Figure 2 presents the effect of various categories of glucose metabolism and BP categories combined on the prevalence of CVD among Chinese adults. Rates per 1,000 person-years were calculated in these nine groups.
Conclusions
With the release of the American Diabetes Association and American College of Cardiology/American Heart Association guidelines, significant controversy exists about the optimal BP target among patients with DM or prediabetes worldwide. Our study investigated the CVD risks caused by a BP of 130–139/80–89 mmHg in a Chinese population-based cohort and found for the first time in our knowledge that a BP of 130–139/80–89 mmHg results in a significantly higher CVD risk in Chinese adults with an estimated 10-year ASCVD risk ≥10% or DM but not in those with normoglycemia or prediabetes.
Evidence in support of a lower threshold (130/80 mmHg) has been reported in recent studies, including the Systolic Blood Pressure Intervention Trial (SPRINT) and a meta-analysis of randomized controlled trials of antihypertensive medications.

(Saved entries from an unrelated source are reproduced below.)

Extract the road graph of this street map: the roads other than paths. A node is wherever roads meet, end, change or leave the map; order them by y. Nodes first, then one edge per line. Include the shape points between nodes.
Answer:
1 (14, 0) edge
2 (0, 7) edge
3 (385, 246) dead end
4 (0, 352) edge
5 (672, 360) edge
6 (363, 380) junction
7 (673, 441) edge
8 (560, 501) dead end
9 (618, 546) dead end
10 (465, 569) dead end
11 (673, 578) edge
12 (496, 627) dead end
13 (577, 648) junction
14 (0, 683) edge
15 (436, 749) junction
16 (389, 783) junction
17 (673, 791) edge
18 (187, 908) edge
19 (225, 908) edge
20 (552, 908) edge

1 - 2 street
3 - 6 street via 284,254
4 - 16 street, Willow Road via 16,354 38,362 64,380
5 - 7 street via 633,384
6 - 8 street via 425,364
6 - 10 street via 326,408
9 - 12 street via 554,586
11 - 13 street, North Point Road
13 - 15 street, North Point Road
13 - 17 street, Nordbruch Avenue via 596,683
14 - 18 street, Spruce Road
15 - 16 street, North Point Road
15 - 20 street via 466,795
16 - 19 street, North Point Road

In SPRINT (4), targeting an SBP of <120 mmHg (automated BP corresponding to 130 mmHg in office) versus <140 mmHg resulted in lower rates of fatal and nonfatal major cardiovascular events and death among 9,361 patients without DM. Subsequently, a systematic review and meta-analysis provided strong support for lowering SBP to <130 mmHg, which led to decreased risks of CVD (20,21). However, these studies were not stratified according to baseline 10-year ASCVD risk. A meta-analysis of data in 67,475 patients across 11 trials and 26 randomized groups showed that treating 1,000 patients for 5 years would prevent 14 (95% CI 8–21), 20 (8–31), 24 (8–40), and 38 (16–61) cardiovascular events (P = 0.04 for trend) in those with a baseline 5-year ASCVD risk of <11%, 11–15%, 15–21%, and >21%, respectively (22). The current study investigated the CVD events with BP 130–139/80–89 mmHg in the general population stratified for 10-year ASCVD risk. We confirmed that a BP of 130–139/80–89 mmHg does not result in a significantly increased risk of CVD in general, but it does in those with an estimated 10-year ASCVD risk ≥10% (HR 3.82 [95% CI 1.42–9.78]; P = 0.005) (Supplementary Table 2), which supports the use of predictive baseline ASCVD equations to inform BP-lowering treatment decisions.

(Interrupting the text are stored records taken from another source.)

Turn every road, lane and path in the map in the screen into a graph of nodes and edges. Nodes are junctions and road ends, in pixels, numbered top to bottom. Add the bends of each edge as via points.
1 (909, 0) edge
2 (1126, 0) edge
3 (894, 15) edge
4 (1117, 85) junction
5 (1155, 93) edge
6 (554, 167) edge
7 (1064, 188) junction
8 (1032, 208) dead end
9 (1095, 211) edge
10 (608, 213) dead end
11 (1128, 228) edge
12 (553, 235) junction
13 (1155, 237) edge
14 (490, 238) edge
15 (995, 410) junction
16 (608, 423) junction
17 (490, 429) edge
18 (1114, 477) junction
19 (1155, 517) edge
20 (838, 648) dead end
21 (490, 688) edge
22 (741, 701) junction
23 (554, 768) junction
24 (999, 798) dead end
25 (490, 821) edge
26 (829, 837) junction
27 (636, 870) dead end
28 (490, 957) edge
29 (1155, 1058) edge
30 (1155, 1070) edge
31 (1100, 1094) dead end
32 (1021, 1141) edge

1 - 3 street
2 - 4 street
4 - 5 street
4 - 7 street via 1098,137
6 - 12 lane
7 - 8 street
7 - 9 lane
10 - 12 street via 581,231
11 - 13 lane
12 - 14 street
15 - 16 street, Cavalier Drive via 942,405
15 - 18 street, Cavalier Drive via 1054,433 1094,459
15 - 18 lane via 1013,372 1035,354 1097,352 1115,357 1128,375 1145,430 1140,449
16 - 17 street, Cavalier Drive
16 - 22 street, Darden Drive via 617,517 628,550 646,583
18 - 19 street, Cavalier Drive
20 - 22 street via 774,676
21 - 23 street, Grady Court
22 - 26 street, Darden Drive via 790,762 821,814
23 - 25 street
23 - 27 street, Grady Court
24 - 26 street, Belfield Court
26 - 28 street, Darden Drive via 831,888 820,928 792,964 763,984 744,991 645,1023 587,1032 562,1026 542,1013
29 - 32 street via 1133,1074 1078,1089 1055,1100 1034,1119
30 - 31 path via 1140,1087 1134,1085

The prevalence of hypertension among adults with DM is ∼80%, and the coexistence of hypertension and DM markedly increases the risk of developing CVD and microvascular disease (23). The presence of type 2 DM almost triples the risk of developing CVD at any level of SBP, starting from prehypertensive levels (24). Accumulated evidence suggests that BP reduction in patients with type 2 DM and hypertension largely improves CVD outcomes (25). However, the optimal BP target in individuals with DM remains controversial. Moreover, little or insufficient evidence exists on the outcome benefit of the threshold for the initiation of antihypertensive therapy in patients with prediabetes.
To judge the usefulness and appropriateness of the new threshold, we must look at its influence on the long-term incidence of the CVD (7). The current study, a population-based prospective cohort lasting 10.9 years, enabled us to explore the incidence of CVD among individuals with a BP of 130–139/80–89 mmHg and DM or prediabetes. After assessing the association between BP categories and risk of CVD, we continued to analyze the risk for CVD by blood glucose categories and BP categories combined. As expected, we found that the coexistence of BP ≥140/90 mmHg or treated and DM was associated with the most significant increases in the incidence of CVD (HR 4.98 [95% CI 1.88–13.17]). A BP of 130–139/80–89 mmHg combined with DM increased the CVD risk 3.54 times (95% CI 1.05–11.88). Of note, a BP of 130–139/80–89 mmHg combined with prediabetes was not associated with an elevated CVD risk in the crude and adjusted models. To our knowledge, we provide the first data on the occurrence of CVD among Chinese adults with a BP of 130–139/80–89 mmHg and DM or prediabetes.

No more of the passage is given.